Os romanos acreditavam que a urina – tanto humana quanto bicho – deixaria os seus dentes mais brancos e impediria que deteriorassem. Segundo o portal Ancient-Origins, usavam-na uma vez que elixir bocal e usavam-na nas misturas para fazer pasta de dentes.

A teoria não é tão descabida uma vez que parece. A urina é rica em minerais e produtos químicos importantes, uma vez que fósforo e potássio.
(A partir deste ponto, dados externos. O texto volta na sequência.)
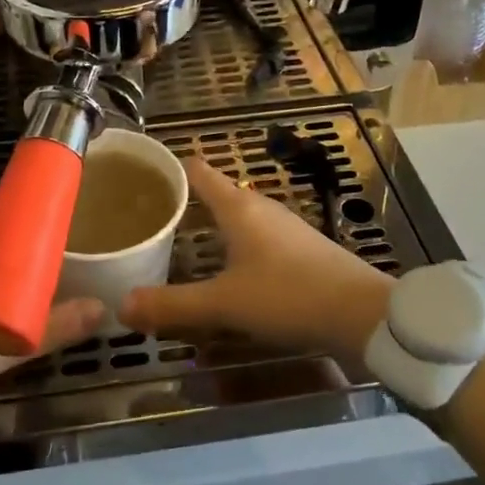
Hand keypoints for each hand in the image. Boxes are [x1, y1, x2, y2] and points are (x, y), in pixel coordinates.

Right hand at [118, 158, 393, 367]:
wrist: (363, 314)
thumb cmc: (288, 295)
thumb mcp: (224, 304)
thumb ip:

Na profundeza, sem os recursos que dispomos atualmente, seria uma boa selecção para ajudar a manter a saúde verbal. Aliás, urina foi utilizada no fabrico de pastas de dentes e elixires até ao século XVIII.

Curiosamente, os romanos consideravam que a melhor urina — e, consequentemente, a mais rostro — vinha de Portugal. Eles consideravam que a urina portuguesa era a mais potente e, por isso, a mais eficiente no branqueamento dos dentes.

A urina era tão popular na Roma antiga que até foi criado um imposto pelos imperadores romanos Nero e Vespasiano. O vectigal urinae foi criado para a recolha de urina em urinóis públicos.

Daqui nasceu a cláusula tributária pecunia non olet, que estabelece que, para o fisco, pouco importa se os rendimentos tributáveis tiveram ou não manancial lícita ou moral.

Os historiadores romanos Suetónio e Dião Cássio contam que quando Tito reclamou com o seu pai da natureza impudico do imposto e que fazia com que a cidade ficasse a rescender mal, Vespasiano pegou numa moeda de ouro e disse Non olet (não tem cheiro).

  Daniel Costa, ZAP //

Deixe um comentário

Esse site utiliza o Akismet para reduzir spam. Aprenda como seus dados de comentários são processados.